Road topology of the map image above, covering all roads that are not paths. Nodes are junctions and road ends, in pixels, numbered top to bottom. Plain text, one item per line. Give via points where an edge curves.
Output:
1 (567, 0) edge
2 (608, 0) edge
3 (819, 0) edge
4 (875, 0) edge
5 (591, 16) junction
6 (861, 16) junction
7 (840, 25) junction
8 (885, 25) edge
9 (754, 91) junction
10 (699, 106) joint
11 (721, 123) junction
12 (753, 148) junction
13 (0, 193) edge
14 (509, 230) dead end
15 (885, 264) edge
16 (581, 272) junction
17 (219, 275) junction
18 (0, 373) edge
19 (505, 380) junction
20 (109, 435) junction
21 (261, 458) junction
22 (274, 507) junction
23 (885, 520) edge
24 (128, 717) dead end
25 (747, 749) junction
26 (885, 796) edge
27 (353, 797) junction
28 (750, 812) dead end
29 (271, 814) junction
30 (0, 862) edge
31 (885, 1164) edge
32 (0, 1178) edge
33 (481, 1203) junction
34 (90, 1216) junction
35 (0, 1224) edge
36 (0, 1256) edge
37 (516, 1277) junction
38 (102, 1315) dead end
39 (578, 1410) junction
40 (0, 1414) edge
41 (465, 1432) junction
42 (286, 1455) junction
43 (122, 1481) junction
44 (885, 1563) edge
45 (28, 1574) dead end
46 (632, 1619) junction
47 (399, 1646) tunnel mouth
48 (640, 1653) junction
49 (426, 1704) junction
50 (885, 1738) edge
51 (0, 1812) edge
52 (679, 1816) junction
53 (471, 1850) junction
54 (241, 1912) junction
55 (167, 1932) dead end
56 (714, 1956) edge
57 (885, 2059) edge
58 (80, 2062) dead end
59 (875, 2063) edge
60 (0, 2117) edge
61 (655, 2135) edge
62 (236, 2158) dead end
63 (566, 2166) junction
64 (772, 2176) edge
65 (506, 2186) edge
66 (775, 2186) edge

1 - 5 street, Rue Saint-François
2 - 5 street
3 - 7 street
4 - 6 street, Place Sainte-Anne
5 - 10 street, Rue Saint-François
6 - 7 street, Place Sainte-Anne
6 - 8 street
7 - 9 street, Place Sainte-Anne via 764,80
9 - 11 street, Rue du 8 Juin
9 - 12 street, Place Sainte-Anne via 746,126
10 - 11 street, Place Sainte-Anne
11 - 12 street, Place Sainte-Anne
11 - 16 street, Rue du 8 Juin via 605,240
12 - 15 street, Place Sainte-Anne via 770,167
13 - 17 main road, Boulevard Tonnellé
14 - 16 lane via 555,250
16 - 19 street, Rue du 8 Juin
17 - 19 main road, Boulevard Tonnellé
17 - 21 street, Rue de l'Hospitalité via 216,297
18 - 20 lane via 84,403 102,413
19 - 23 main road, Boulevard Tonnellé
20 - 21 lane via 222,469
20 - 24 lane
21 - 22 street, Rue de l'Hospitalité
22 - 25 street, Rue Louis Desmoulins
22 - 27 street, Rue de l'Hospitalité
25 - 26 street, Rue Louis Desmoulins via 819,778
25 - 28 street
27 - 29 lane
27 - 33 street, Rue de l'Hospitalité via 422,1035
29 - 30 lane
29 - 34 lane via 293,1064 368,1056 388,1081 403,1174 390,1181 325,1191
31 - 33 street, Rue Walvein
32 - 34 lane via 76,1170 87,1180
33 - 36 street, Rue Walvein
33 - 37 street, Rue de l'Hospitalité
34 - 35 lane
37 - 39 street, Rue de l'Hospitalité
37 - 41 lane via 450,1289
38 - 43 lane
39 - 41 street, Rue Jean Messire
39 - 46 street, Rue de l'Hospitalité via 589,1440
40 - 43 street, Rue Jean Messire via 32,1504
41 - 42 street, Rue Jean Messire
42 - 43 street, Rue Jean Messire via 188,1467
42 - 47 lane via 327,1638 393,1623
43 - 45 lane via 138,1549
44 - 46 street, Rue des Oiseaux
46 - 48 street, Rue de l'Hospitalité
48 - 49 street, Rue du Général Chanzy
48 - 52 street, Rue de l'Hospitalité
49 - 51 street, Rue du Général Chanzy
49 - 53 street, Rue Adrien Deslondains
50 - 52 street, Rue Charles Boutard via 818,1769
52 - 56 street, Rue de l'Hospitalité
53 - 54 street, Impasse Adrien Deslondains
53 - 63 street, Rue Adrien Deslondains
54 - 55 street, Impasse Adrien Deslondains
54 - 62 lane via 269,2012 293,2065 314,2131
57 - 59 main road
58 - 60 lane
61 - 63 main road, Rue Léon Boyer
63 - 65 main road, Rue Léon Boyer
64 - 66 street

Action item. Return all lines of the data in which the string "Chanzy" appears.

Result for this task.
48 - 49 street, Rue du Général Chanzy
49 - 51 street, Rue du Général Chanzy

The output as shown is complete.